Sincerity, Pluralism, and Honesty — A critique of the convergence conception of public justification


Political liberals, such as Rawls (2005) and Quong (2011), claim that the ideal of public reason implies the sincerity requirement, that is, when citizens justify their political decisions, they should sincerely offer public reasons shared among citizens, or else civic disrespect and manipulation would occur. Recently this requirement is challenged by Gaus (2011), Vallier (2014), Billingham (2015) and Carey (2017), who endorse a convergence conception of public justification and argue that citizens should be permitted to offer non-shared reasons, i.e. religious reasons. These philosophers suggest two arguments, namely the pluralism argument and the honesty argument, to show that the convergence conception does not necessarily involve manipulation and civic disrespect. The former argues that, given the pluralism of evaluative standards, one can still believe that other citizens, who make political decisions due to non-shared reason, are sincere. The latter argues that sincerity is unnecessary. Manipulation and civic disrespect can be avoided when citizens honestly confess their reasons, either shared or non-shared. My paper defends the sincerity requirement and argues that these two arguments fail.
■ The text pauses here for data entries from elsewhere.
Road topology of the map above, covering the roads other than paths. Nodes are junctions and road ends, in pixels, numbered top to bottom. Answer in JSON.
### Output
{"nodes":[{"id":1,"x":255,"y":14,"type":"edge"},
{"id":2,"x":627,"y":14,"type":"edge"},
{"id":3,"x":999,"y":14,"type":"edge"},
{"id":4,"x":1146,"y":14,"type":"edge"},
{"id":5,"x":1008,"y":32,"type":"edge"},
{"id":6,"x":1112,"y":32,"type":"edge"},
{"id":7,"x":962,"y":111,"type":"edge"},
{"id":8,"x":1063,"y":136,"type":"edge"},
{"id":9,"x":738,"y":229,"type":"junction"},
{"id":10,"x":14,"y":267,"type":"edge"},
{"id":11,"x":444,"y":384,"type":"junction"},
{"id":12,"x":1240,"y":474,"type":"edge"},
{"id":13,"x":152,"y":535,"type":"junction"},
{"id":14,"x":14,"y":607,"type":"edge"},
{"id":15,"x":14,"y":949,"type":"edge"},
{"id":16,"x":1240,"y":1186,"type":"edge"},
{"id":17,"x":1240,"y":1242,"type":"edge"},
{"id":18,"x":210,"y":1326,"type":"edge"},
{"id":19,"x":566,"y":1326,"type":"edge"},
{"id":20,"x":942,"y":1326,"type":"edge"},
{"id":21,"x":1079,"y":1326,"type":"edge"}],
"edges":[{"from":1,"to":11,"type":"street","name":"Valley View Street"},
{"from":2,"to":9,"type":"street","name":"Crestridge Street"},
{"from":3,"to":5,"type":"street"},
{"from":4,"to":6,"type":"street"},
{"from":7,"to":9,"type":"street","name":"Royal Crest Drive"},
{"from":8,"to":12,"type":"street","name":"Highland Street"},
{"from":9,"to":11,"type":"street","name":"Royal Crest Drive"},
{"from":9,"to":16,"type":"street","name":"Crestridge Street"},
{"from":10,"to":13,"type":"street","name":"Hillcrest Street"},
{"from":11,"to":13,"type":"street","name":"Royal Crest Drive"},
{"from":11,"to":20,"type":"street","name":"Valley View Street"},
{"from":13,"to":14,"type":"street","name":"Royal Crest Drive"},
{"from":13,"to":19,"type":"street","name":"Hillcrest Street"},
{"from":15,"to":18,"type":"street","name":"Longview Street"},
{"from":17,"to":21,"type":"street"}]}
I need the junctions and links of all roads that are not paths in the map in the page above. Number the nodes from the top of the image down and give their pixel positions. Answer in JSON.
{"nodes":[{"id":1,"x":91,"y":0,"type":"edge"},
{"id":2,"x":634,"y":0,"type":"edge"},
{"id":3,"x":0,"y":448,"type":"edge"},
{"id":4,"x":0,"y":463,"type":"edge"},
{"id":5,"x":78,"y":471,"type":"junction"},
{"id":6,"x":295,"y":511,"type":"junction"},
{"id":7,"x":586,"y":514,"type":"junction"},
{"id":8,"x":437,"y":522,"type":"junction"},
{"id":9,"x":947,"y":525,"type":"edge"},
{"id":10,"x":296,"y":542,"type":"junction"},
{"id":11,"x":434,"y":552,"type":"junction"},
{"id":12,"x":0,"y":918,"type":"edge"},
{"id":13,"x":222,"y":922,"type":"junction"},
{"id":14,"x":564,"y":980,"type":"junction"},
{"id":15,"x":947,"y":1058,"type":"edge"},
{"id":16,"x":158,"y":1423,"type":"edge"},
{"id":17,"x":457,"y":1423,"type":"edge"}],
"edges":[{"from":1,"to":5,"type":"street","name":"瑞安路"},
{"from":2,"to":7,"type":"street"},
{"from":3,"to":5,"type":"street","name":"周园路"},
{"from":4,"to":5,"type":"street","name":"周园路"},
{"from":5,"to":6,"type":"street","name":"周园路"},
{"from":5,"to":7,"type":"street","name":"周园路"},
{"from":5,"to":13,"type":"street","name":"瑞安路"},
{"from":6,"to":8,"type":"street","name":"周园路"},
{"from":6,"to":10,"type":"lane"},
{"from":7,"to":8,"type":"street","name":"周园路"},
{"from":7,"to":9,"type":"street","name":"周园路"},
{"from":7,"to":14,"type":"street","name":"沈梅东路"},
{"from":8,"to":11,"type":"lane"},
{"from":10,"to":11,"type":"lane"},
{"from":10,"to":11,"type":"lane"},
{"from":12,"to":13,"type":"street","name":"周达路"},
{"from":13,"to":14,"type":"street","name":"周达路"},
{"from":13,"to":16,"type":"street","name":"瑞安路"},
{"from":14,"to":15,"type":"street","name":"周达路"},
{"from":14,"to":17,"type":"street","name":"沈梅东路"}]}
I first argue that, while each citizen has an equal share of coercive power, the convergence conception wrongly assumes that this share is the private property of each citizen. This share should rather be understood as a part of common property collectively owned by citizens, who have a duty to offer shared reason when political questions are at stake. Secondly, I argue that the honesty argument overlooks citizens who offer non-shared reasons that they themselves do not believe, for the sake of encouraging others to accept certain laws. These citizens may uphold a belief in epistemological hierarchy, that is, they are epistemologically superior and others would make a worse choice without him. Despite honesty, these citizens are still disrespectful of others.